/---

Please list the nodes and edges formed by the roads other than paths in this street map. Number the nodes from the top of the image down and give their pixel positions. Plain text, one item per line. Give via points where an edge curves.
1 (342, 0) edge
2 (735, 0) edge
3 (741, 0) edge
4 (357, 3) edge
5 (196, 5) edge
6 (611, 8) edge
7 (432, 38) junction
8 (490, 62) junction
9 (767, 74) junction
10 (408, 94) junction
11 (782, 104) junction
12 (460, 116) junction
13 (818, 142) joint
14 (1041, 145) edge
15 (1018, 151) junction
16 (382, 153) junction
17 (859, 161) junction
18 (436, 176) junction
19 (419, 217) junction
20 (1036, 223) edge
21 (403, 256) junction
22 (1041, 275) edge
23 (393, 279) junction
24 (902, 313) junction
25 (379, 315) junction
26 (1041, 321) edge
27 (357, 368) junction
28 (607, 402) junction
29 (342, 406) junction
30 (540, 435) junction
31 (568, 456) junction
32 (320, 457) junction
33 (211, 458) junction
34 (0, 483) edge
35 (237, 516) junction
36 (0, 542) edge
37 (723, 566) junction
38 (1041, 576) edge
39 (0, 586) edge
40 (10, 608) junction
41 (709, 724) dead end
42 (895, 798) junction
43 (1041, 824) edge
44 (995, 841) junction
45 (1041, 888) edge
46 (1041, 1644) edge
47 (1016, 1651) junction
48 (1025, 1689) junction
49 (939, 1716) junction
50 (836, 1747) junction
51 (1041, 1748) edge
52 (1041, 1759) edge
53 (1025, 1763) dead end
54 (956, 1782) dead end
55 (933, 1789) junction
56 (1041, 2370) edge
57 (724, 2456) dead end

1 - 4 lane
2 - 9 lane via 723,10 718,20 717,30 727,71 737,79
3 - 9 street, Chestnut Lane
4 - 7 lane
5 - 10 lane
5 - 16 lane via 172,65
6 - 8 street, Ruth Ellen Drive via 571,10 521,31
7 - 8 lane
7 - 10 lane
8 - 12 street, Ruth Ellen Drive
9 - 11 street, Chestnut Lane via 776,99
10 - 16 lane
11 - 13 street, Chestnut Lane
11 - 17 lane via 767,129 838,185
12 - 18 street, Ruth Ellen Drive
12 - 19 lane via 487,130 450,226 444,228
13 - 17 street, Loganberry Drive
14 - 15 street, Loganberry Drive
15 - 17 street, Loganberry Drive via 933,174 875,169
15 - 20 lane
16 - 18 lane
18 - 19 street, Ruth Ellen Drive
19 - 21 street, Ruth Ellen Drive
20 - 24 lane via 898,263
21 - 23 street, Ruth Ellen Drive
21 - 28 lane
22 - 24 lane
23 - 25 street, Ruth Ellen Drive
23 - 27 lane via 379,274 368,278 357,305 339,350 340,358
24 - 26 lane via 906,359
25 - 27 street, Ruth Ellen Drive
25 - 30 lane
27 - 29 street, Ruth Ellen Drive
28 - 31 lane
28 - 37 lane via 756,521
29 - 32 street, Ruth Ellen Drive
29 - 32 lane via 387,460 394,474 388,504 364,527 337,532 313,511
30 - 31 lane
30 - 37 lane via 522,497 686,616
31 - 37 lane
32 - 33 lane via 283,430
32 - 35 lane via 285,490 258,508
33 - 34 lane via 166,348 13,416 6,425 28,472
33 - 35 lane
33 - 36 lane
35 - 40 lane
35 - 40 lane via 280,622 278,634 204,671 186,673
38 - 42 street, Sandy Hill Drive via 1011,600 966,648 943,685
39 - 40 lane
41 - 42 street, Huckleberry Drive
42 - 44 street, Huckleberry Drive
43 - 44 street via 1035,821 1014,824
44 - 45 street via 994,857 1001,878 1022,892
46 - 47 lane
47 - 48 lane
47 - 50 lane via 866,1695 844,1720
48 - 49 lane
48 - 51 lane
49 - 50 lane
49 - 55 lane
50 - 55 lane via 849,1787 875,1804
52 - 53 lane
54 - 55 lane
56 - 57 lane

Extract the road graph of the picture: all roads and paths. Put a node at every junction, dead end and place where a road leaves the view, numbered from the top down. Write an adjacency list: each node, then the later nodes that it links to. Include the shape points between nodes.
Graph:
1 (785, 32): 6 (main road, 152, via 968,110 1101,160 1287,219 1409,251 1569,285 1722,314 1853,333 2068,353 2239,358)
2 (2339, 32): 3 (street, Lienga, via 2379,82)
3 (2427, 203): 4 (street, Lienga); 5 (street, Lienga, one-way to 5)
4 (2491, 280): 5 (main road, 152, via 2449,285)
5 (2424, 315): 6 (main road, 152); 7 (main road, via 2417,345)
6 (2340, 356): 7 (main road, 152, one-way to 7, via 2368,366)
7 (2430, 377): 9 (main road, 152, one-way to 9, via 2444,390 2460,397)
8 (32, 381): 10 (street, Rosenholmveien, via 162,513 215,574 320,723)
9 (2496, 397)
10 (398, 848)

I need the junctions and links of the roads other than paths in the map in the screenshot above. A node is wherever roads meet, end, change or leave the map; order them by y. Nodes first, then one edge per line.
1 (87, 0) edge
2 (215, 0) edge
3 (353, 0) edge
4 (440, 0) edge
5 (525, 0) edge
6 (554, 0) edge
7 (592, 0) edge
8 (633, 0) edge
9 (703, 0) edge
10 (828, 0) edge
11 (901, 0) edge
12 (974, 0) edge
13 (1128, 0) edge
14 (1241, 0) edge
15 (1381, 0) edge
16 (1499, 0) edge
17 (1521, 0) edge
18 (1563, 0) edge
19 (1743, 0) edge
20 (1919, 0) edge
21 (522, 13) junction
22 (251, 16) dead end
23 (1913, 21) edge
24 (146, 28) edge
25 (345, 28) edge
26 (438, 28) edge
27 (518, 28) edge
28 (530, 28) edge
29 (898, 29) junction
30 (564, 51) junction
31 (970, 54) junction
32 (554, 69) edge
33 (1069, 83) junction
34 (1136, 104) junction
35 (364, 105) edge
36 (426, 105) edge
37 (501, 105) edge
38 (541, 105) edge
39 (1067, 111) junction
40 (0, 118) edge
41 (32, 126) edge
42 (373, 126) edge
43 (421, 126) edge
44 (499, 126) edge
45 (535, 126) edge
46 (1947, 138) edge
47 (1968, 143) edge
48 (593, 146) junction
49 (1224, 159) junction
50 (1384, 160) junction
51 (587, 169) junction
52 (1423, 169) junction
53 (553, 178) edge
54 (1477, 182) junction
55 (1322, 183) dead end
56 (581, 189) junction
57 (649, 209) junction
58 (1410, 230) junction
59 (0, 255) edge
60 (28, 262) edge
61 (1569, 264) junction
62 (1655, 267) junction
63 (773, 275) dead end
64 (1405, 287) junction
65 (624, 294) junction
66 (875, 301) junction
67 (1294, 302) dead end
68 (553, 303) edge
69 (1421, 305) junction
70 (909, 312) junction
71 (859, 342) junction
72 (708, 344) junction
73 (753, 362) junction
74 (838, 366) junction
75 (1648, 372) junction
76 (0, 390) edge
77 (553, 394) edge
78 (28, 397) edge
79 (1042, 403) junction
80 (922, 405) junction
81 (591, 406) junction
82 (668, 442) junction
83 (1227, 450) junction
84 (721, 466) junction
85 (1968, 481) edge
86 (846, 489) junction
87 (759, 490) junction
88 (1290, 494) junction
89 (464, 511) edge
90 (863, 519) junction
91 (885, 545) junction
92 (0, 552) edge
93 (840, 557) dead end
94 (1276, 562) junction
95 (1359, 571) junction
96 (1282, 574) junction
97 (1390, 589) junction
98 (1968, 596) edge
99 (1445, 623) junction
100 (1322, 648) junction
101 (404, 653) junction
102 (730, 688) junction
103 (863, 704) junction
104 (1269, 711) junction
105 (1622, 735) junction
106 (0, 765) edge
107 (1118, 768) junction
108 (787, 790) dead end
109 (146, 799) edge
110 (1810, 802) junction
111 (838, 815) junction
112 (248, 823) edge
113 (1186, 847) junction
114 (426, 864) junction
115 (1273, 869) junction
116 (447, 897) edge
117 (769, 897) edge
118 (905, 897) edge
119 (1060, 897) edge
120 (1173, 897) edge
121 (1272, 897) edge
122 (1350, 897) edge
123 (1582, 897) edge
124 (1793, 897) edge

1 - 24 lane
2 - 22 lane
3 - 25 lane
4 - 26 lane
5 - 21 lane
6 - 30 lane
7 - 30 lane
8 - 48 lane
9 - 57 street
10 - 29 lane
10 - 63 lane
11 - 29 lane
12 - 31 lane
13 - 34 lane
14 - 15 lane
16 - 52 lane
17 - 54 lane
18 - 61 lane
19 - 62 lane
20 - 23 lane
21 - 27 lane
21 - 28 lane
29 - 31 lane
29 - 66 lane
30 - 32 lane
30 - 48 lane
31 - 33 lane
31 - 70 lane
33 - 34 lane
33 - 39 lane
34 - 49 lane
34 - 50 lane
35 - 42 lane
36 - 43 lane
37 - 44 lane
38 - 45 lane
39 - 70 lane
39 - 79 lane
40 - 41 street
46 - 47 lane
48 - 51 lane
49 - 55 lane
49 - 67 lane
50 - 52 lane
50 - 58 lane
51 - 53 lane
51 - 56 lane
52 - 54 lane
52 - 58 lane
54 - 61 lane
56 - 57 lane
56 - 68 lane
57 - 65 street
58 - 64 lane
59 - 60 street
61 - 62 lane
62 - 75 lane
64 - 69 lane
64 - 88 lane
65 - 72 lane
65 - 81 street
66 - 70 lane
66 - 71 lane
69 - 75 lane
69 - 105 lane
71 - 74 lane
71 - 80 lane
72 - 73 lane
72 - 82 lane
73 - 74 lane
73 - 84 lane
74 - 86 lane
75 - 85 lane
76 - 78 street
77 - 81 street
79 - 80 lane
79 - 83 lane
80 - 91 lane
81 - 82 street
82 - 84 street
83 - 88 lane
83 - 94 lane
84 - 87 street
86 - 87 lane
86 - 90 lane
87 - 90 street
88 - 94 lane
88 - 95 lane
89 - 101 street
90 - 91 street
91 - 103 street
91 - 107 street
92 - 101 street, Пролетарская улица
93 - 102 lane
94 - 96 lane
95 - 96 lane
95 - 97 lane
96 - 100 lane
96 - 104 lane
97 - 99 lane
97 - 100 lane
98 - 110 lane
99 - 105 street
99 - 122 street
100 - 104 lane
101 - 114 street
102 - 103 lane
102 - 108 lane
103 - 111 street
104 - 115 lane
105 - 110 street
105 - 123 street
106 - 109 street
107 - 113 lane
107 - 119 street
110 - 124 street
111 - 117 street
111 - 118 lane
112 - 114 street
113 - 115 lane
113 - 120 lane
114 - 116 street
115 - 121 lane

\---

_Aim of the exercise_
Scan the material above and copy every line that holds the string "Loganberry".

_Answer section_
13 - 17 street, Loganberry Drive
14 - 15 street, Loganberry Drive
15 - 17 street, Loganberry Drive via 933,174 875,169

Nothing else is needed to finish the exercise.